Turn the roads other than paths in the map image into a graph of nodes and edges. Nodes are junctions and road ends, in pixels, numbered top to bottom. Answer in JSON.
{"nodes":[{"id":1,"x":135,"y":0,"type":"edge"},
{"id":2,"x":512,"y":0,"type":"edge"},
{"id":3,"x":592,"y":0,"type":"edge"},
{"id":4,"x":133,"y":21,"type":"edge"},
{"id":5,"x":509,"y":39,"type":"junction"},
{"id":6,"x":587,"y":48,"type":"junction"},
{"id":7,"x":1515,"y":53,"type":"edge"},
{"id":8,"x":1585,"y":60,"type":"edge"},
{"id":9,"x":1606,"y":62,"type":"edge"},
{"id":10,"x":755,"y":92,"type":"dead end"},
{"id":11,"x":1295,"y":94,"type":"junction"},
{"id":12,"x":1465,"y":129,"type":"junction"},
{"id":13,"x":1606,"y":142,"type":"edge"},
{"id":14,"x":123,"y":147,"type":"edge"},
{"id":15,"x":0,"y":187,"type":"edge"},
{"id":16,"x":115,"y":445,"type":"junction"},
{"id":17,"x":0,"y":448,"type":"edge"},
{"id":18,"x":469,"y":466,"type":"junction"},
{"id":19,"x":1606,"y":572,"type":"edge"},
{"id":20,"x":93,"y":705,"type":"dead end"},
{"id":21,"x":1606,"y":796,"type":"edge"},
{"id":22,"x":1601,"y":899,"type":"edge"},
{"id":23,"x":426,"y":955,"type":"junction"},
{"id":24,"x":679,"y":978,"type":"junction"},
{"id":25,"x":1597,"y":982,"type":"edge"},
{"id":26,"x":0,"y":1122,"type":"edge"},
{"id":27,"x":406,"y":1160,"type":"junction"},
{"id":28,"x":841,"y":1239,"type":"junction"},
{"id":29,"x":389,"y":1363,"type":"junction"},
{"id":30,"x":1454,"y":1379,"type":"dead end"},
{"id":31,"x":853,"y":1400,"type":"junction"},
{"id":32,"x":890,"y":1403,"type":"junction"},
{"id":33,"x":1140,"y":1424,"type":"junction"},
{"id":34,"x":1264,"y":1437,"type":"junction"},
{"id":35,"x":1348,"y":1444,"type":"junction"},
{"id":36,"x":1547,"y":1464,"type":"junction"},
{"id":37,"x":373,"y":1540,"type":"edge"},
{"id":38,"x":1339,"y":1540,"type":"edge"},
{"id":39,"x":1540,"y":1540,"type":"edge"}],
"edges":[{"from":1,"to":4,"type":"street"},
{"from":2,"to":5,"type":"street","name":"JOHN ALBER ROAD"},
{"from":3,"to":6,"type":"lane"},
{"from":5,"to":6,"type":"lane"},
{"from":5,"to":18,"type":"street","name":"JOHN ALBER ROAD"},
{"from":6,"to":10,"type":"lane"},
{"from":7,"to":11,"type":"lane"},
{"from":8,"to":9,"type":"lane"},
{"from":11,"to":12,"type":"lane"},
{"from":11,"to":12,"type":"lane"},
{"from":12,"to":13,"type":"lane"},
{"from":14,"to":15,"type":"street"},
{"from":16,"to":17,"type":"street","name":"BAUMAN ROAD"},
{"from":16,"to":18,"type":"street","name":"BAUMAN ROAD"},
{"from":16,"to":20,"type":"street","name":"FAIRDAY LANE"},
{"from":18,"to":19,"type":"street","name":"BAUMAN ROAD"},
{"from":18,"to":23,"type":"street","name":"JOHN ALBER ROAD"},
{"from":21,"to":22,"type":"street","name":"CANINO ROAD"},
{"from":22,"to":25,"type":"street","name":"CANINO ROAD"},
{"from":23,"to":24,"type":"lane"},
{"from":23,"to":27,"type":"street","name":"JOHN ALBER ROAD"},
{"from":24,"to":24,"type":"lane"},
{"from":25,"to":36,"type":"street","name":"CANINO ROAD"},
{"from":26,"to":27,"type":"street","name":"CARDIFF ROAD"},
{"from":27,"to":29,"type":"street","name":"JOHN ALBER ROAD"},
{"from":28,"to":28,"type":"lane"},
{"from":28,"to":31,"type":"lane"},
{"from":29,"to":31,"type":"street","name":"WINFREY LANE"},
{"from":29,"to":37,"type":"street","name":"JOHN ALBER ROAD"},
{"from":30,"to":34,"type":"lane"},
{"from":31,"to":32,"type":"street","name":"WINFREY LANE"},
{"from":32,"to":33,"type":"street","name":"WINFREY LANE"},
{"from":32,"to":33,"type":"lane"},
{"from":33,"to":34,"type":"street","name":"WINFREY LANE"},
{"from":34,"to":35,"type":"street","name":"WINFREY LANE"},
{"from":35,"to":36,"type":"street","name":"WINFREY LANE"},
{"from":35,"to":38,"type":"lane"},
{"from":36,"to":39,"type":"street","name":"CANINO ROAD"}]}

> [Work instruction]:
Reproduce all of the listing, exactly as given.

> [Worked solution]:
Turn the roads other than paths in the map image into a graph of nodes and edges. Nodes are junctions and road ends, in pixels, numbered top to bottom. Answer in JSON.
{"nodes":[{"id":1,"x":135,"y":0,"type":"edge"},
{"id":2,"x":512,"y":0,"type":"edge"},
{"id":3,"x":592,"y":0,"type":"edge"},
{"id":4,"x":133,"y":21,"type":"edge"},
{"id":5,"x":509,"y":39,"type":"junction"},
{"id":6,"x":587,"y":48,"type":"junction"},
{"id":7,"x":1515,"y":53,"type":"edge"},
{"id":8,"x":1585,"y":60,"type":"edge"},
{"id":9,"x":1606,"y":62,"type":"edge"},
{"id":10,"x":755,"y":92,"type":"dead end"},
{"id":11,"x":1295,"y":94,"type":"junction"},
{"id":12,"x":1465,"y":129,"type":"junction"},
{"id":13,"x":1606,"y":142,"type":"edge"},
{"id":14,"x":123,"y":147,"type":"edge"},
{"id":15,"x":0,"y":187,"type":"edge"},
{"id":16,"x":115,"y":445,"type":"junction"},
{"id":17,"x":0,"y":448,"type":"edge"},
{"id":18,"x":469,"y":466,"type":"junction"},
{"id":19,"x":1606,"y":572,"type":"edge"},
{"id":20,"x":93,"y":705,"type":"dead end"},
{"id":21,"x":1606,"y":796,"type":"edge"},
{"id":22,"x":1601,"y":899,"type":"edge"},
{"id":23,"x":426,"y":955,"type":"junction"},
{"id":24,"x":679,"y":978,"type":"junction"},
{"id":25,"x":1597,"y":982,"type":"edge"},
{"id":26,"x":0,"y":1122,"type":"edge"},
{"id":27,"x":406,"y":1160,"type":"junction"},
{"id":28,"x":841,"y":1239,"type":"junction"},
{"id":29,"x":389,"y":1363,"type":"junction"},
{"id":30,"x":1454,"y":1379,"type":"dead end"},
{"id":31,"x":853,"y":1400,"type":"junction"},
{"id":32,"x":890,"y":1403,"type":"junction"},
{"id":33,"x":1140,"y":1424,"type":"junction"},
{"id":34,"x":1264,"y":1437,"type":"junction"},
{"id":35,"x":1348,"y":1444,"type":"junction"},
{"id":36,"x":1547,"y":1464,"type":"junction"},
{"id":37,"x":373,"y":1540,"type":"edge"},
{"id":38,"x":1339,"y":1540,"type":"edge"},
{"id":39,"x":1540,"y":1540,"type":"edge"}],
"edges":[{"from":1,"to":4,"type":"street"},
{"from":2,"to":5,"type":"street","name":"JOHN ALBER ROAD"},
{"from":3,"to":6,"type":"lane"},
{"from":5,"to":6,"type":"lane"},
{"from":5,"to":18,"type":"street","name":"JOHN ALBER ROAD"},
{"from":6,"to":10,"type":"lane"},
{"from":7,"to":11,"type":"lane"},
{"from":8,"to":9,"type":"lane"},
{"from":11,"to":12,"type":"lane"},
{"from":11,"to":12,"type":"lane"},
{"from":12,"to":13,"type":"lane"},
{"from":14,"to":15,"type":"street"},
{"from":16,"to":17,"type":"street","name":"BAUMAN ROAD"},
{"from":16,"to":18,"type":"street","name":"BAUMAN ROAD"},
{"from":16,"to":20,"type":"street","name":"FAIRDAY LANE"},
{"from":18,"to":19,"type":"street","name":"BAUMAN ROAD"},
{"from":18,"to":23,"type":"street","name":"JOHN ALBER ROAD"},
{"from":21,"to":22,"type":"street","name":"CANINO ROAD"},
{"from":22,"to":25,"type":"street","name":"CANINO ROAD"},
{"from":23,"to":24,"type":"lane"},
{"from":23,"to":27,"type":"street","name":"JOHN ALBER ROAD"},
{"from":24,"to":24,"type":"lane"},
{"from":25,"to":36,"type":"street","name":"CANINO ROAD"},
{"from":26,"to":27,"type":"street","name":"CARDIFF ROAD"},
{"from":27,"to":29,"type":"street","name":"JOHN ALBER ROAD"},
{"from":28,"to":28,"type":"lane"},
{"from":28,"to":31,"type":"lane"},
{"from":29,"to":31,"type":"street","name":"WINFREY LANE"},
{"from":29,"to":37,"type":"street","name":"JOHN ALBER ROAD"},
{"from":30,"to":34,"type":"lane"},
{"from":31,"to":32,"type":"street","name":"WINFREY LANE"},
{"from":32,"to":33,"type":"street","name":"WINFREY LANE"},
{"from":32,"to":33,"type":"lane"},
{"from":33,"to":34,"type":"street","name":"WINFREY LANE"},
{"from":34,"to":35,"type":"street","name":"WINFREY LANE"},
{"from":35,"to":36,"type":"street","name":"WINFREY LANE"},
{"from":35,"to":38,"type":"lane"},
{"from":36,"to":39,"type":"street","name":"CANINO ROAD"}]}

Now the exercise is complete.